For finite $K$ , the gap between the best known achievable rate and the best known outer bound is small but non-zero. The capacity has only been established in special cases (e.g., $K = 2$ ). Open problem: close the gap for general $K$ .

Example: Joint Capacity at $N = 8, K = 5, r = 2, T = 2$

Compute the achievable rate and compare with the individual capacities (coded-storage alone, $T$ -colluding alone).

Solution

Joint rate (Freij-Hollanti)

$r + T - 1 = 3$ , so the base is $3/8$ . $R = (8 - 3)/8 \cdot (1 - (3/8)^5)^{-1} = 0.625 \cdot (1 - 0.0074)^{-1} = 0.625 \cdot 1.0075 \approx 0.630$ .

Coded-storage alone ($r = 2, T = 1$)

Base $r/N = 2/8 = 1/4$ . $C_{\text{PIR-MDS}}(8, 5, 2) = (1 + 0.25 + 0.0625 + 0.0156 + 0.0039)^{-1} \approx 0.751$ .
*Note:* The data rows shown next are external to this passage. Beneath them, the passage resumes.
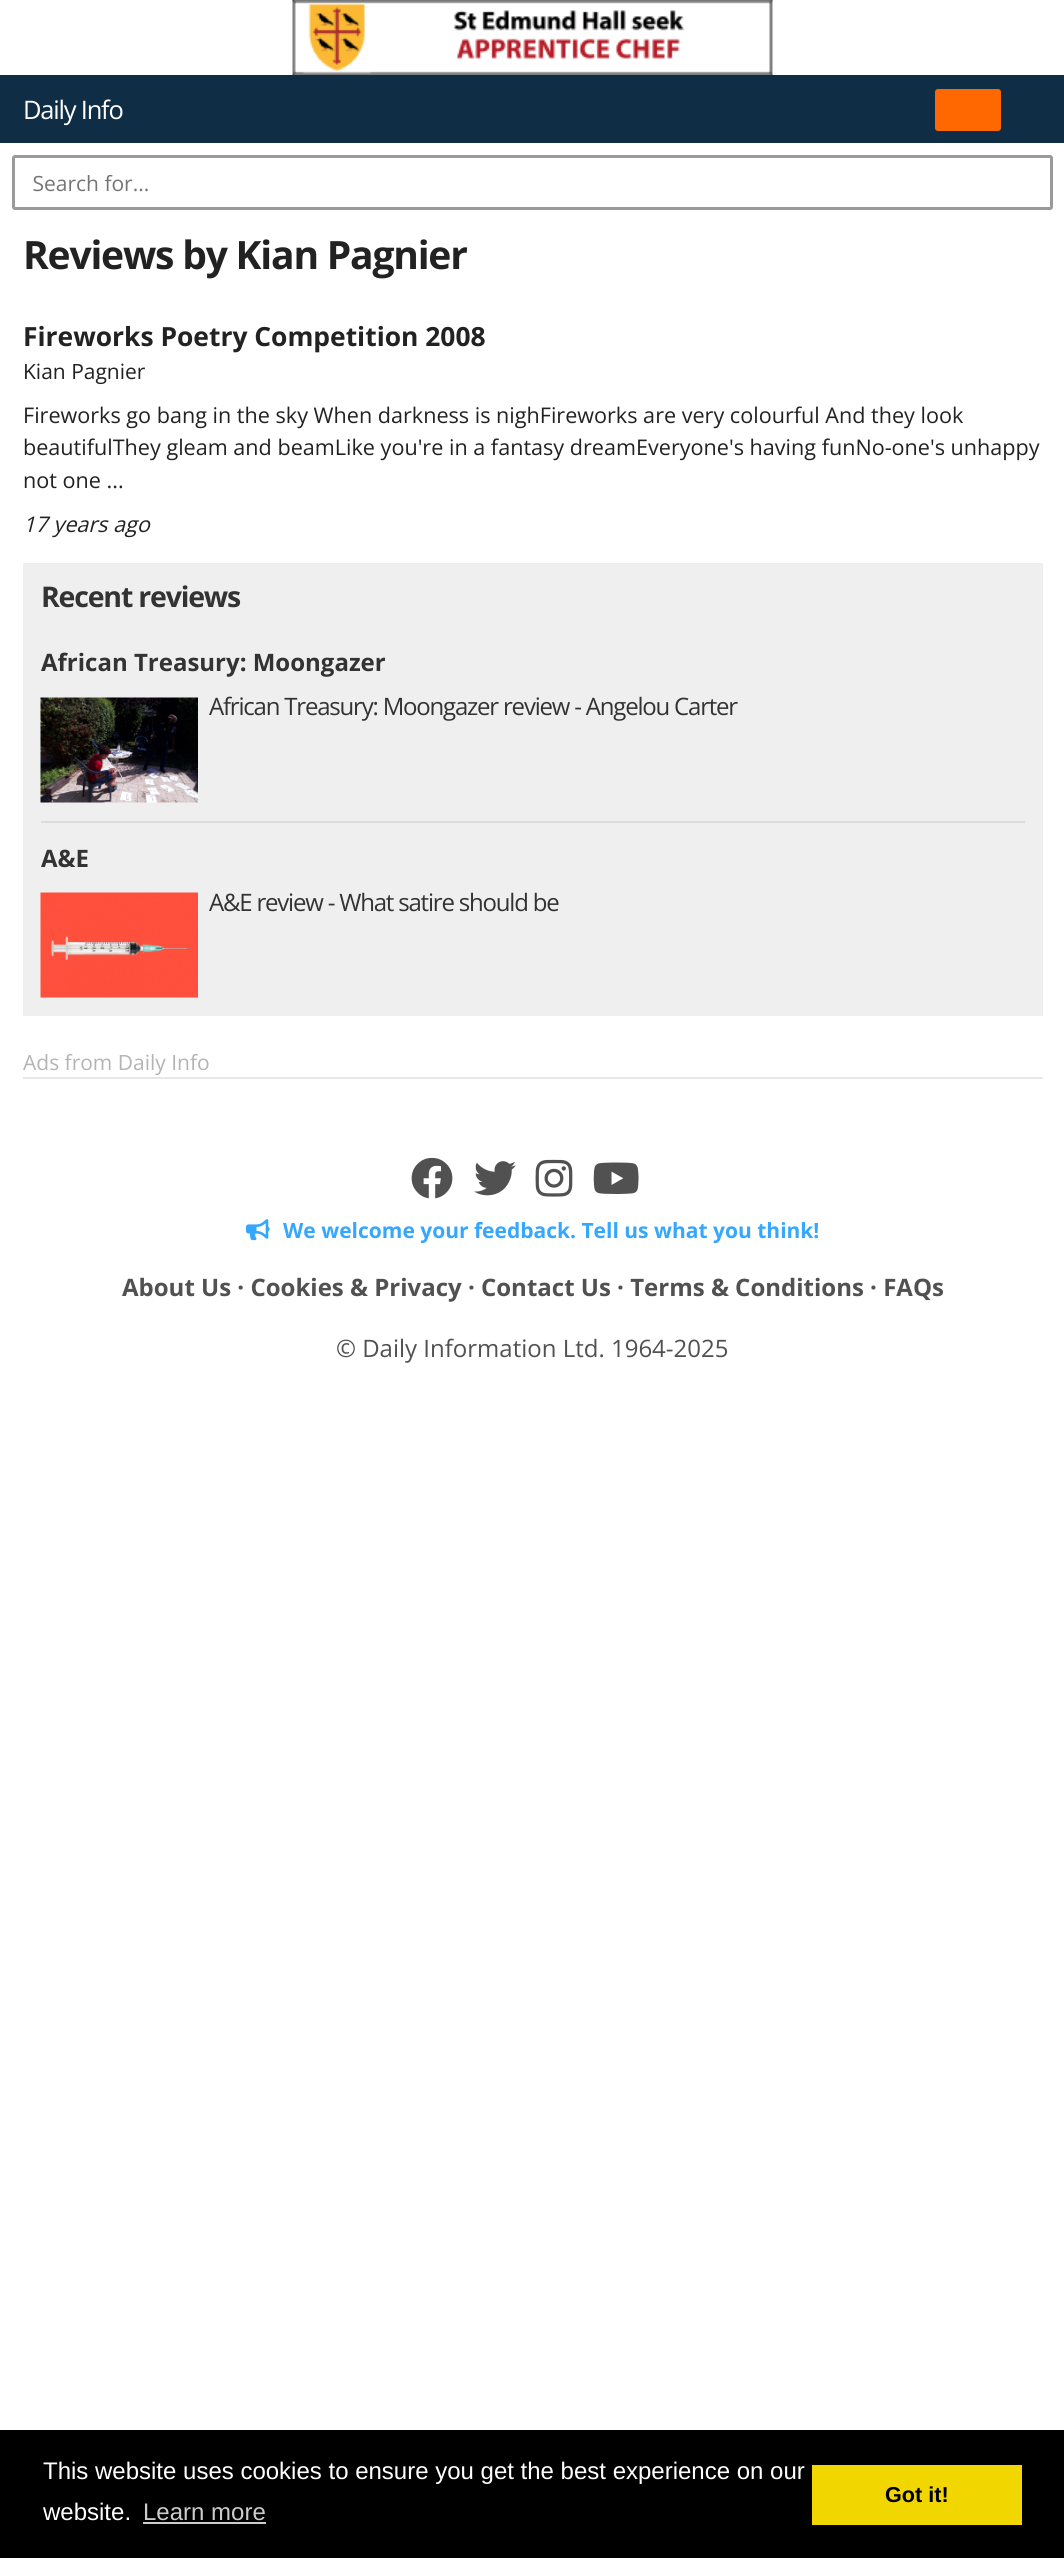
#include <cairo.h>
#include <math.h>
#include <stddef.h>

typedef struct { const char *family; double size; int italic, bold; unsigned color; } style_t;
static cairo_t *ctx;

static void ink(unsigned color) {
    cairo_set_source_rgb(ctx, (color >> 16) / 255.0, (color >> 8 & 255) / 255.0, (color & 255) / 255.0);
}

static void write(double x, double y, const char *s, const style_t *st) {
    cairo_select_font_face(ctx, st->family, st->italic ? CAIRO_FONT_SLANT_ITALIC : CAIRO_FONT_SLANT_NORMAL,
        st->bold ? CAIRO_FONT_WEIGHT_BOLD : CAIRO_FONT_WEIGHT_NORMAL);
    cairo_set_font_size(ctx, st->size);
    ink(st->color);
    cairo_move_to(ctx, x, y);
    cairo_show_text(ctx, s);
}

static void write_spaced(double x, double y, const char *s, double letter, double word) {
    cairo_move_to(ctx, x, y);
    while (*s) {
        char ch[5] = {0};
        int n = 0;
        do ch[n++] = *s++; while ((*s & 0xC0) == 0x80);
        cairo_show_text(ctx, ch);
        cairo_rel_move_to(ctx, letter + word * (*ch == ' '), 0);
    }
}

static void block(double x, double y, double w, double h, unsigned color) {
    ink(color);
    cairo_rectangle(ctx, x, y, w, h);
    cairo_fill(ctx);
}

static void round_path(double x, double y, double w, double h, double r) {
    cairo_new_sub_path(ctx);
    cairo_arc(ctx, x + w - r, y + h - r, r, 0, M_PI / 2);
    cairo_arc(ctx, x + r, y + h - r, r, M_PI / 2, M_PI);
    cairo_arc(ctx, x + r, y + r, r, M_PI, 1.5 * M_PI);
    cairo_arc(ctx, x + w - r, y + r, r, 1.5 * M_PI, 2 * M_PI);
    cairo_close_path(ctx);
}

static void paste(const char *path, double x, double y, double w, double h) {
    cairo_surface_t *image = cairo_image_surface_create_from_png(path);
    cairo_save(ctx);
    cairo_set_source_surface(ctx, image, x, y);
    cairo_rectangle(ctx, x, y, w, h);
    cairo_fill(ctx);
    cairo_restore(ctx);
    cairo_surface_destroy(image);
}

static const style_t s1 = {"Open Sans", 21, 0, 0, 0x757575};
static const style_t s2 = {"Open Sans", 26.4, 0, 1, 0x222222};
static const style_t s3 = {"Open Sans", 21, 0, 0, 0x222222};
static const style_t s4 = {"Open Sans", 21.6, 0, 0, 0x222222};
static const style_t s5 = {"Open Sans", 21.6, 1, 0, 0x222222};
static const style_t s6 = {"Open Sans", 24, 0, 1, 0x333333};
static const style_t s7 = {"Open Sans", 21, 0, 0, 0xb4b4b4};
static const style_t s8 = {"Open Sans", 21, 0, 1, 0x36a7ff};
static const style_t s9 = {"Open Sans", 24, 0, 1, 0x515151};
static const style_t s10 = {"Open Sans", 24, 0, 0, 0x515151};
static const style_t s11 = {"Liberation Sans", 24, 0, 0, 0xffffff};
static const style_t s12 = {"Liberation Sans", 24, 0, 0, 0xcccccc};
static const style_t s13 = {"Liberation Sans", 21.6, 0, 1, 0x000000};

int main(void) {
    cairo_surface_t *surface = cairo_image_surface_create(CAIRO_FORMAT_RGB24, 1064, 2558);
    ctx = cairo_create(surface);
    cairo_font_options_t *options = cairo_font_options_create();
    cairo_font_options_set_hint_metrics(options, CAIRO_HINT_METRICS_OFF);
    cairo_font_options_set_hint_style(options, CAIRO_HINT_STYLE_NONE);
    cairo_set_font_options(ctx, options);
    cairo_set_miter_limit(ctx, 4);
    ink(0xffffff);
    cairo_paint(ctx);
    paste("pic1.png", 292, 0, 481, 75);
    block(0, 75, 1064, 68, 0x0f2e46);
    cairo_select_font_face(ctx, "Open Sans", CAIRO_FONT_SLANT_NORMAL, CAIRO_FONT_WEIGHT_NORMAL);
    cairo_set_font_size(ctx, 25.5);
    ink(0xffffff);
    write_spaced(23, 119, "Daily Info", -1.2, 0);
    ink(0xff6700);
    round_path(935, 89, 66, 42, 3);
    cairo_fill(ctx);
    round_path(13.5, 156.5, 1038, 52, 1.5);
    ink(0x9b9999);
    cairo_set_line_width(ctx, 3);
    cairo_stroke(ctx);
    write(27, 191, " Search for...", &s1);
    cairo_select_font_face(ctx, "Open Sans", CAIRO_FONT_SLANT_NORMAL, CAIRO_FONT_WEIGHT_BOLD);
    cairo_set_font_size(ctx, 39);
    ink(0x222222);
    write_spaced(23, 269, "Reviews by Kian Pagnier", -1.2, 0);
    block(23, 563, 1020, 1, 0xeeeeee);
    write(23, 346, "Fireworks Poetry Competition 2008", &s2);
    write(23, 379, "Kian Pagnier", &s3);
    write(23, 423, "Fireworks go bang in the sky When darkness is nighFireworks are very colourful And they look", &s4);
    write(23, 455, "beautifulThey gleam and beamLike you're in a fantasy dreamEveryone's having funNo-one's unhappy", &s4);
    write(23, 488, "not one ...", &s4);
    write(23, 532, "17 years ago", &s5);
    block(23, 564, 1020, 452, 0xefefef);
    cairo_select_font_face(ctx, "Open Sans", CAIRO_FONT_SLANT_NORMAL, CAIRO_FONT_WEIGHT_BOLD);
    cairo_set_font_size(ctx, 28.5);
    ink(0x333333);
    write_spaced(41, 607, "Recent reviews", -1.2, 0);
    block(41, 821, 984, 2, 0xdddddd);
    write(41, 671, "African Treasury: Moongazer", &s6);
    paste("pic2.png", 40, 697, 158, 106);
    cairo_select_font_face(ctx, "Open Sans", CAIRO_FONT_SLANT_NORMAL, CAIRO_FONT_WEIGHT_NORMAL);
    write_spaced(209, 715, "African Treasury: Moongazer review - Angelou Carter", -1.2, 0);
    write(41, 867, "A&E", &s6);
    paste("pic3.png", 40, 892, 158, 106);
    cairo_select_font_face(ctx, "Open Sans", CAIRO_FONT_SLANT_NORMAL, CAIRO_FONT_WEIGHT_NORMAL);
    write_spaced(209, 911, "A&E review - What satire should be", -1.2, 0);
    block(23, 1077, 1020, 2, 0xe7e7e7);
    write(23, 1070, "Ads from Daily Info", &s7);
    paste("pic4.png", 411, 1157, 42, 42);
    paste("pic5.png", 474, 1161, 42, 35);
    paste("pic6.png", 535, 1159, 38, 38);
    paste("pic7.png", 593, 1162, 46, 32);
    paste("pic8.png", 246, 1219, 24, 22);
    write(283, 1238, "We welcome your feedback. Tell us what you think!", &s8);
    write(122, 1296, "About Us · Cookies & Privacy · Contact Us · Terms & Conditions · FAQs", &s9);
    write(336, 1357, "© Daily Information Ltd. 1964-2025", &s10);
    block(0, 2430, 1064, 128, 0x000000);
    write(43, 2479, "This website uses cookies to ensure you get the best experience on our", &s11);
    write(43, 2520, "website.", &s11);
    write(143, 2520, "Learn more", &s12);
    block(143, 2522, 123, 2, 0xcccccc);
    block(812, 2465, 210, 60, 0xf1d600);
    write(885, 2502, "Got it!", &s13);
    cairo_surface_write_to_png(surface, "screenshot.png");
    cairo_font_options_destroy(options);
    cairo_destroy(ctx);
    cairo_surface_destroy(surface);
    return 0;
}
$T$-colluding alone ($T = 2, r = 1$)

$C_{\text{PIR}}(8, 5, 2) = (1 + 2/8 + 4/64 + 8/512 + 16/4096)^{-1} = (1 + 0.25 + 0.0625 + 0.0156 + 0.0039)^{-1} \approx 0.751$ . (Coincides with above by symmetry.)

Joint vs. individual

The joint achievable rate $\approx 0.630$ is strictly less than the lower of the two individual capacities ( $\approx 0.751$ ). Composition costs rate.

Operational

Doubling either constraint (storage or collusion) costs $\sim 16\%$ rate. Combining both costs $\sim 30\%$ rate — non-additive but not dramatic.

Theorem: SPIR with MDS-Coded Storage (Wang–Skoglund)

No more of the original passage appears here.